The doctoring of rare stamps is more than just a cottage industry: the differences between mounted and unmounted mint stamps can be massive, and an expert regummer can easily turn over a hefty profit by recycling stock. Fortunately, many regummed items can be identified with a cursory inspection: the tell-tale signs can be exposed by studying the perforations with little more than a strong magnifying glass or jeweller’s loupe, and if you have access to a microsope you will get an excellent picture of the scene of the crime.

To find out more about regummed items and how to spot them, Peter Toracca has written a brief but highly infomative article.

There are plenty of people out there with sufficient expertise to turn a previously-hinged item into something that can be sold as “unmounted mint”, “mint never hinged”, “post-office fresh”, “postfrisch” and the like, so if you do intend on building up an UMM collection of Third Reich stamps, it is recommended – at least where issues from pre-1939 are concerned – to only purchase items that have been certified as authentic by a recognised expert. With Third Reich-era stamps, the name to look out for is Hans-Dieter Schlegel. Although regumming techniques have been continually refined to the point where it can be described as something of an art in itself, a German stamp with “SCHLEGEL BPP” marked on the reverse or an accompanying signed BPP certificate is more than sufficient proof of authenticity and value.

Of course, you can instead play safe and choose to concentrate on used or lightly hinged examples. It can be argued that unless you are building up your collection as a long-term financial investment, there is little point in seeking out UMM items. Lightly hinged stamps are far more affordable, you won’t find yourself fretting over whether they may have been regummed, and they’ll look just as good as any UMM item when placed in a smart hingeless album.

Buying Third Reich stamps on eBay

In the old days – that’s actually not so long ago – one could take one’s copy of Michel and a magnifying glass to a high street stamp shop and inspect their stock directly; these days however the vast majority of sales are conducted on eBay, where your will get your first proper sighting of the actual stamp only after the seller has your money. eBay has opened up the world of stamp collecting to many and has often reignited their passion: for me, it has been a very good thing as I have been able to buy and sell hundreds if not thousands of individual items. The darker side of this equation is that it has also provided a wonderful opportunity for some to take advantage of the good faith of others.
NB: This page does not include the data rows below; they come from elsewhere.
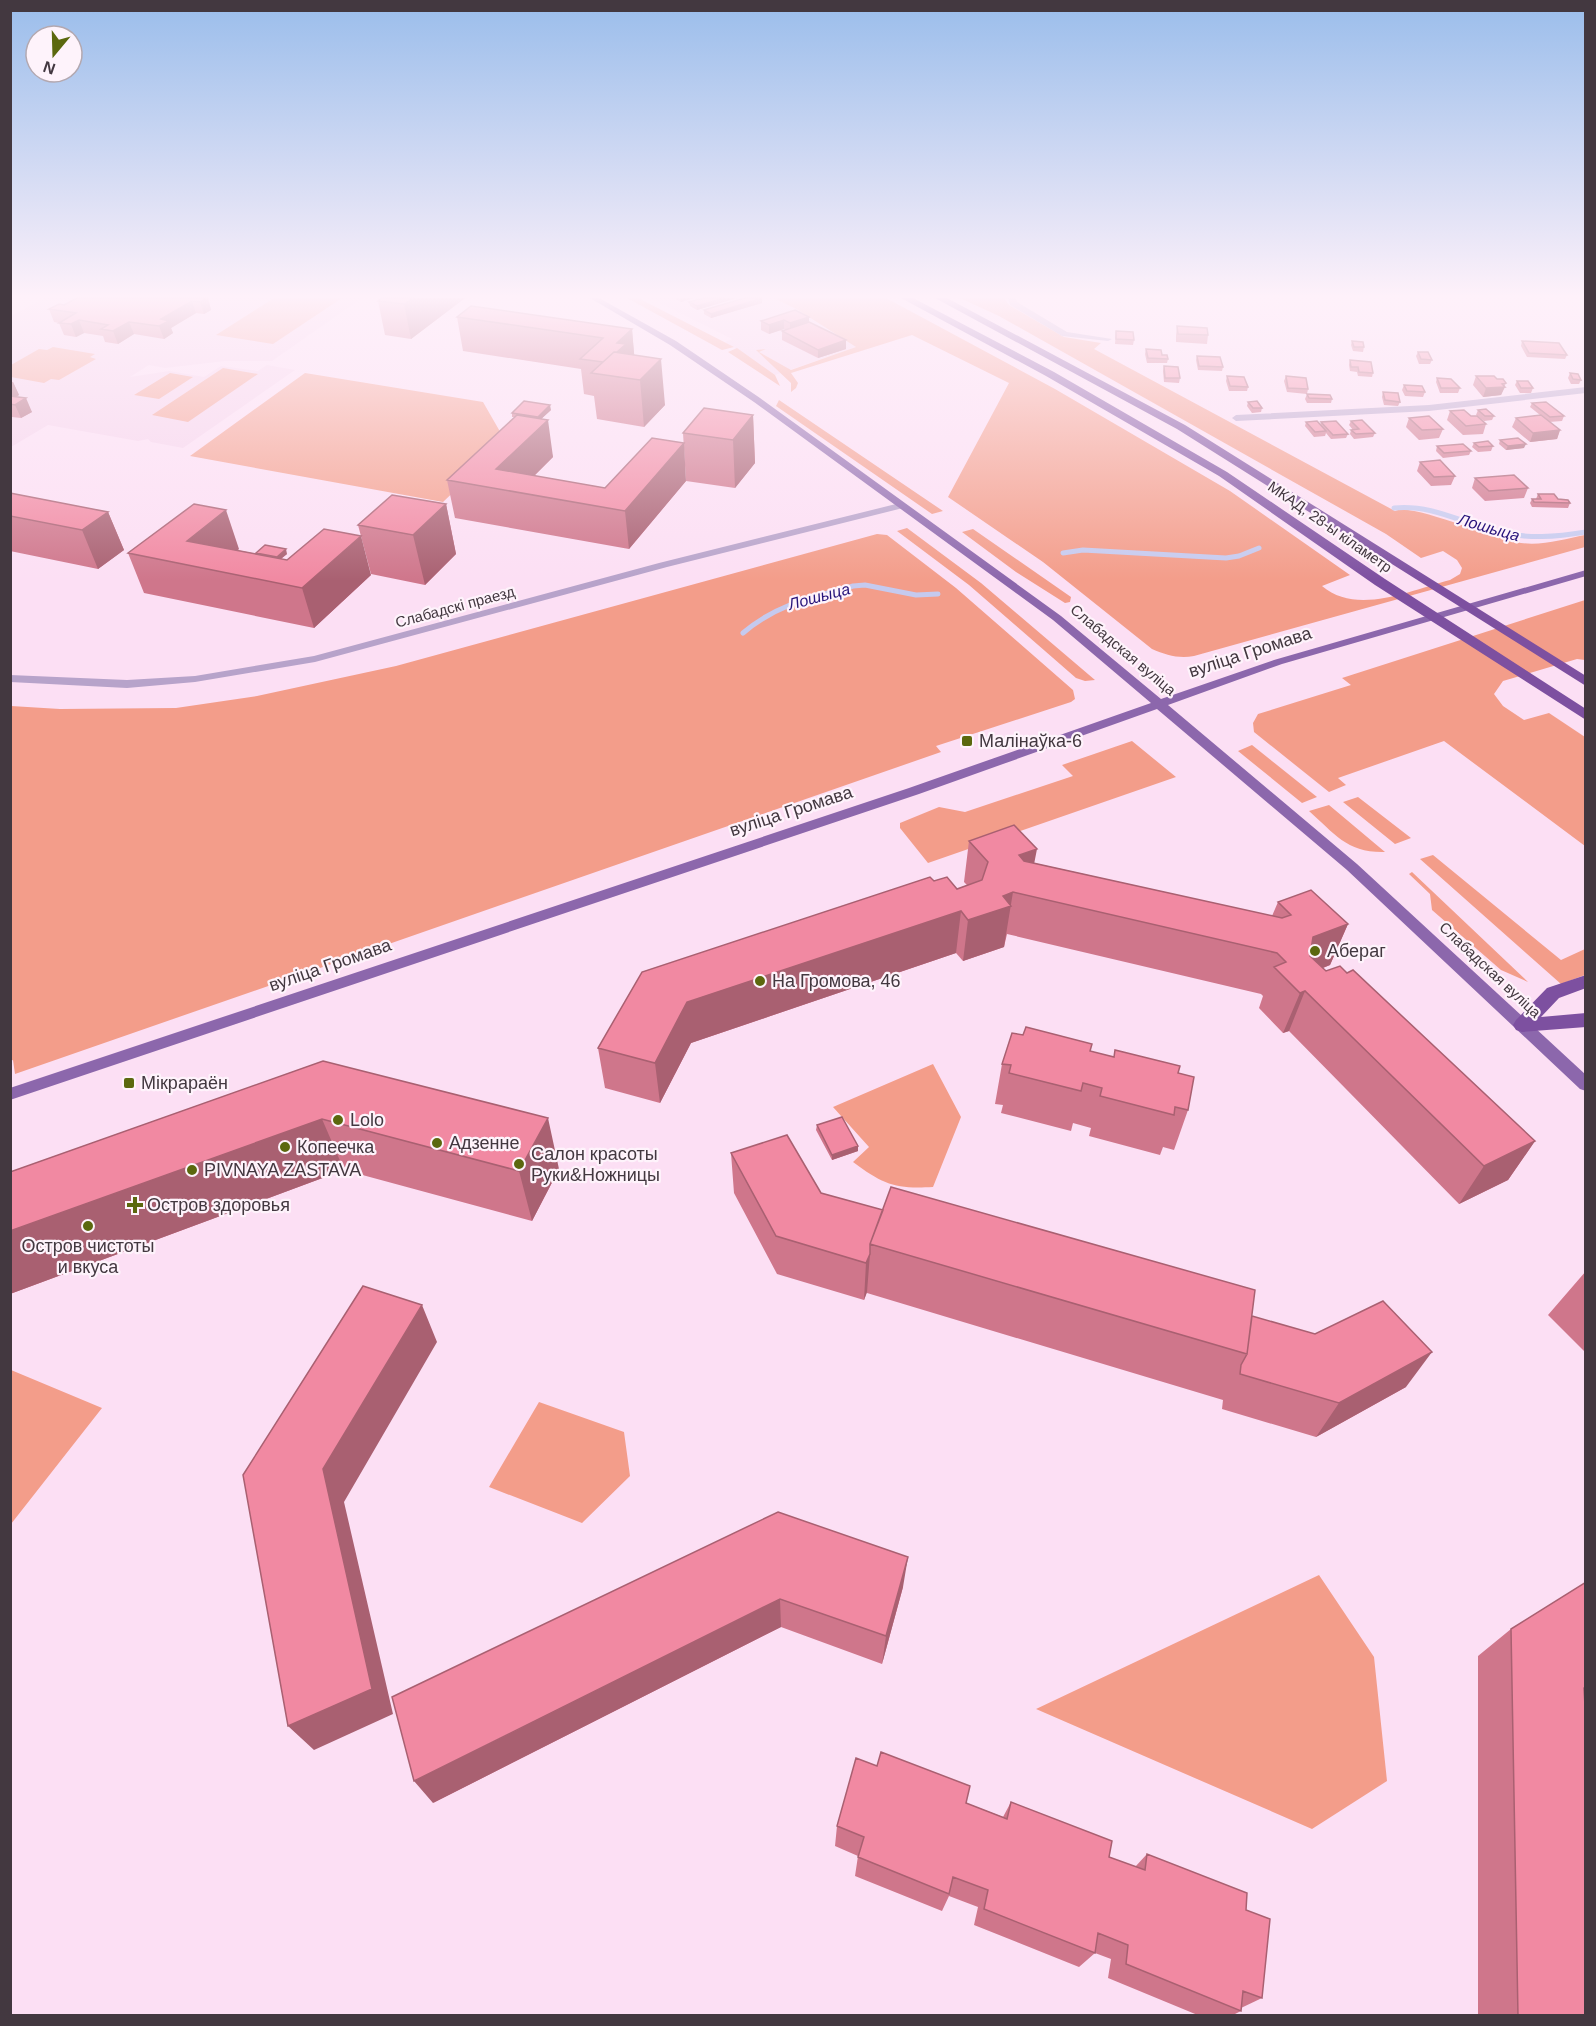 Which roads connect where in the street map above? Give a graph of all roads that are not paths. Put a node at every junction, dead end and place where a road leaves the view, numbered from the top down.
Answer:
1 (745, 393) edge
2 (1082, 393) edge
3 (1119, 393) edge
4 (1564, 393) edge
5 (1236, 418) dead end
6 (900, 506) junction
7 (1586, 573) edge
8 (10, 678) edge
9 (1581, 680) edge
10 (1159, 703) junction
11 (1586, 716) edge
12 (1586, 981) edge
13 (1586, 1020) edge
14 (1521, 1025) junction
15 (1586, 1085) edge
16 (10, 1094) edge

1 - 6 main road, Слабадская вуліца
2 - 11 highway, МКАД, 28-ы кіламетр
3 - 9 highway, МКАД, 28-ы кіламетр
4 - 5 street
6 - 8 street, Слабадскі праезд
6 - 10 main road, Слабадская вуліца
7 - 10 main road, вуліца Громава
10 - 14 main road, Слабадская вуліца
10 - 16 main road, вуліца Громава
12 - 14 highway
13 - 14 highway
14 - 15 main road, Слабадская вуліца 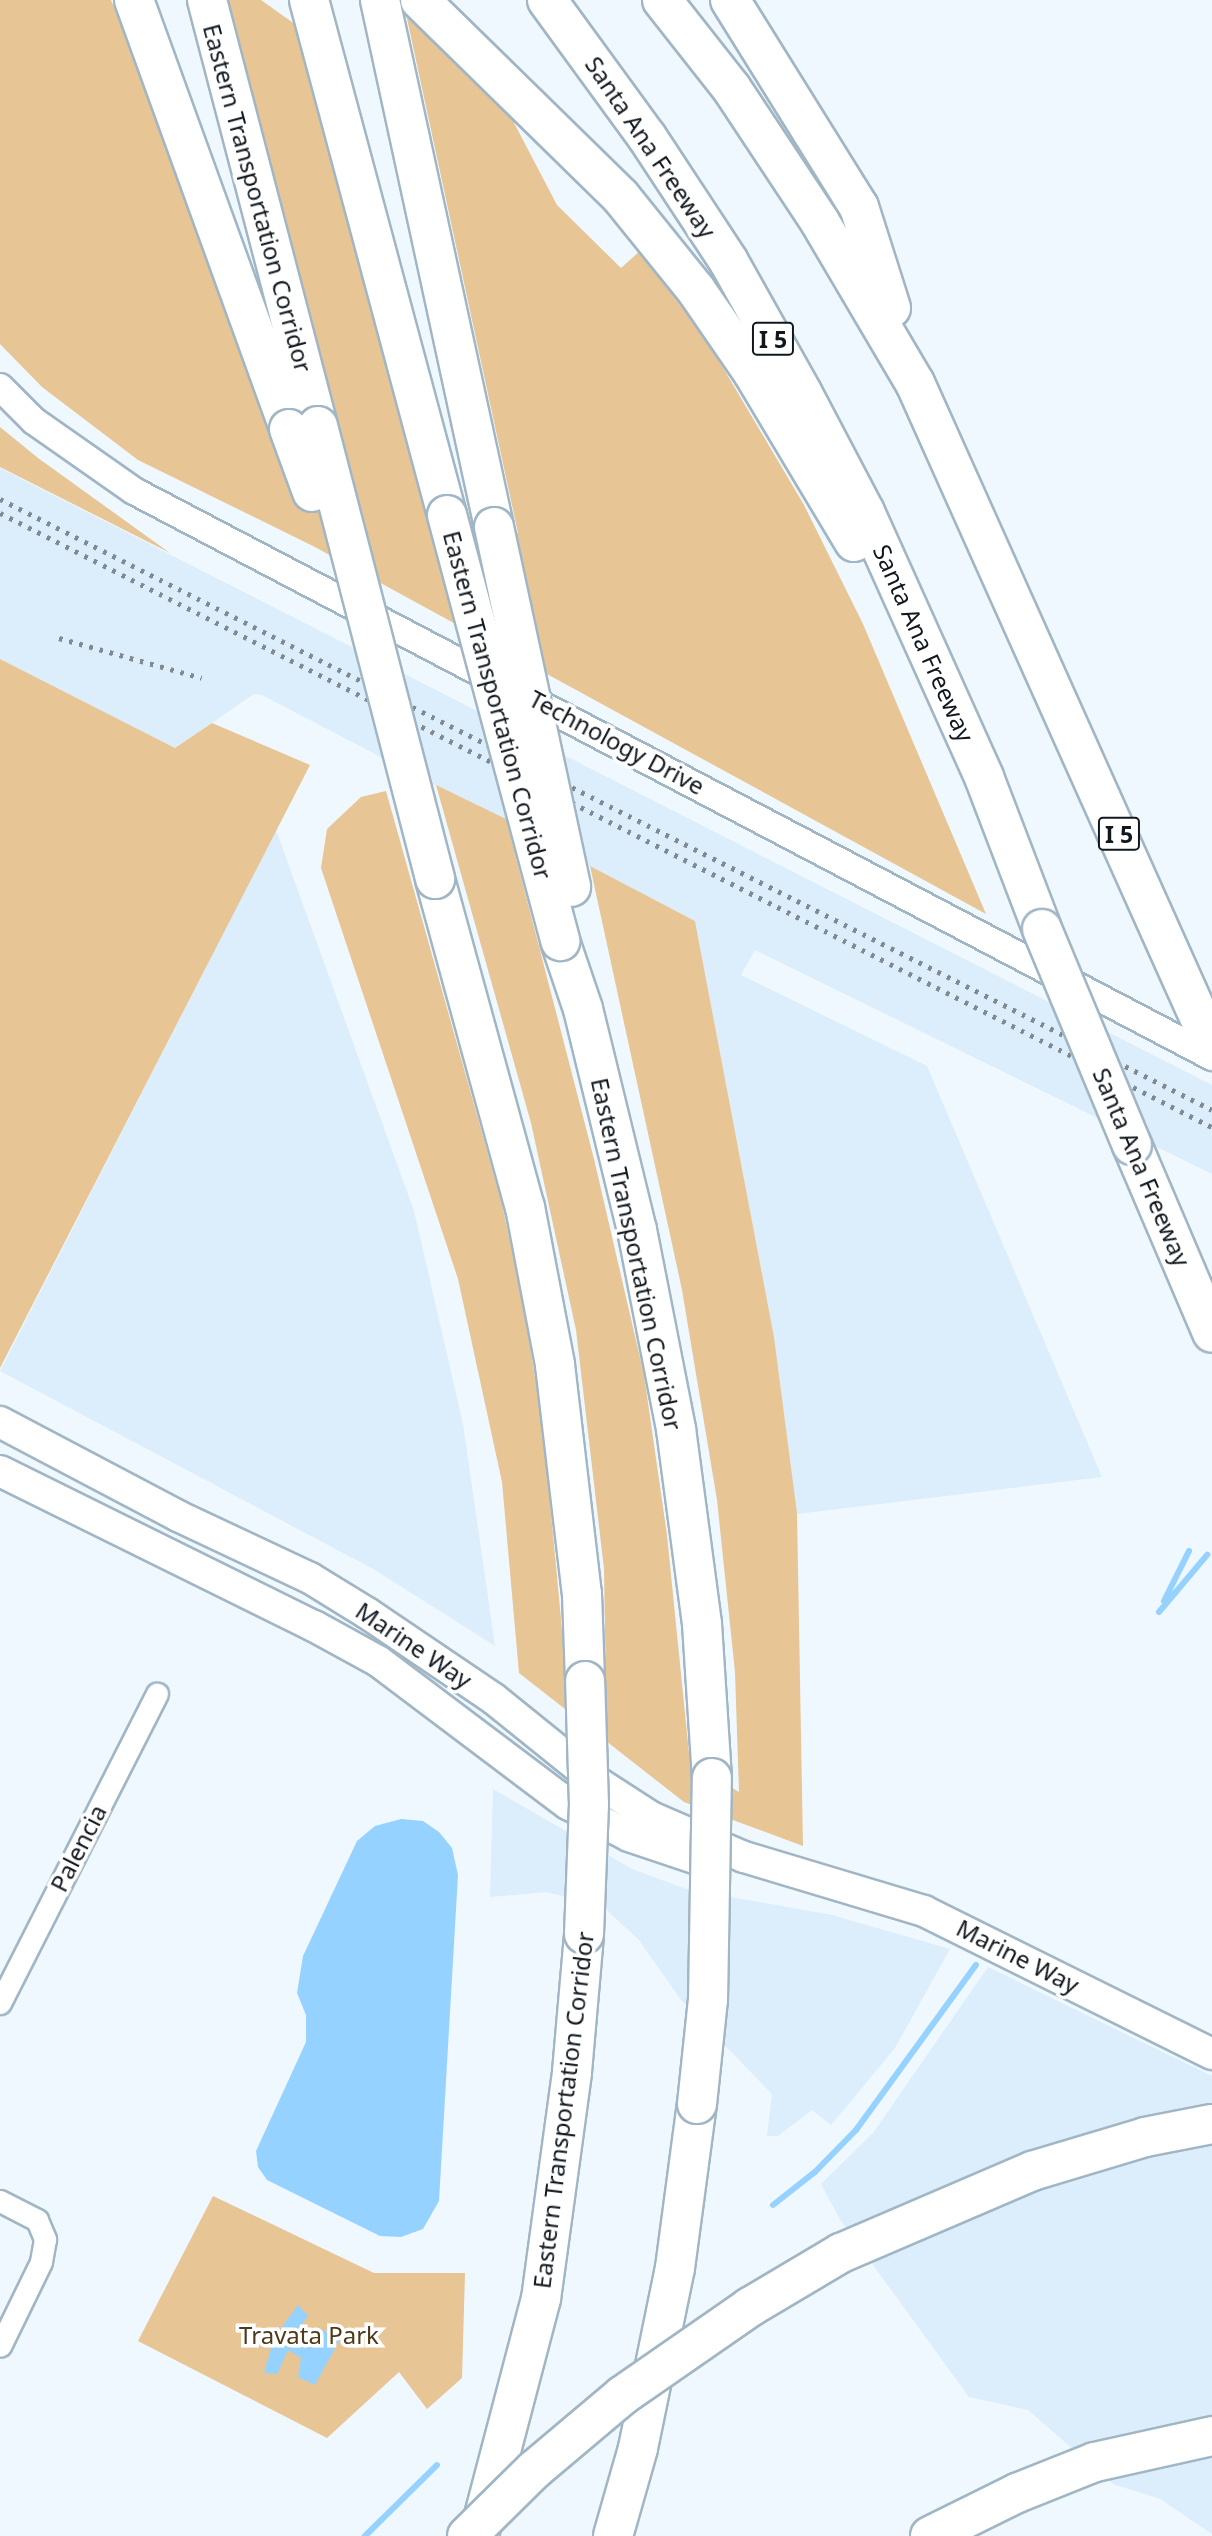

I have a number of golden rules that I always follow when buying on eBay:

– check out the seller thoroughly before buying. A 100% feedback score is highly regarded, more so if they have sold a number of items.
– check the feedback comments. A reputation is more than just statistics.
– if you find a selection of decent sellers, stick with them. Some of them have websites run outside of eBay and may offer good deals to regular customers.
– unless you are after a specific item to fill a gap in your collection, concentrate on auctions rather than “buy it now” items. You will often get a far better deal.
– avoid “buy it now” bargains, which may not be as good as they seem. Watch out in particular for “unmounted mint” sets priced at silly prices – you may well end up with a stack of regummed items.
– if the item is a rare issue, ensure that the one in the photograph is the one you are going to bid on. If necessary, ask the seller for further photos: bona fide sellers will be more than happy to oblige.
– don’t dive straight in and throw your money at the first thing that catches your eye – there will be many more around, and biding your time may save you a significant amount of money.

Generally speaking the philatelic community on eBay is well above board: probably as a result of following my own rules, I haven’t had one bad experience in what has been some twelve years of eBay trading. It’s all a simple matter of making the market work for you rather than the other way around.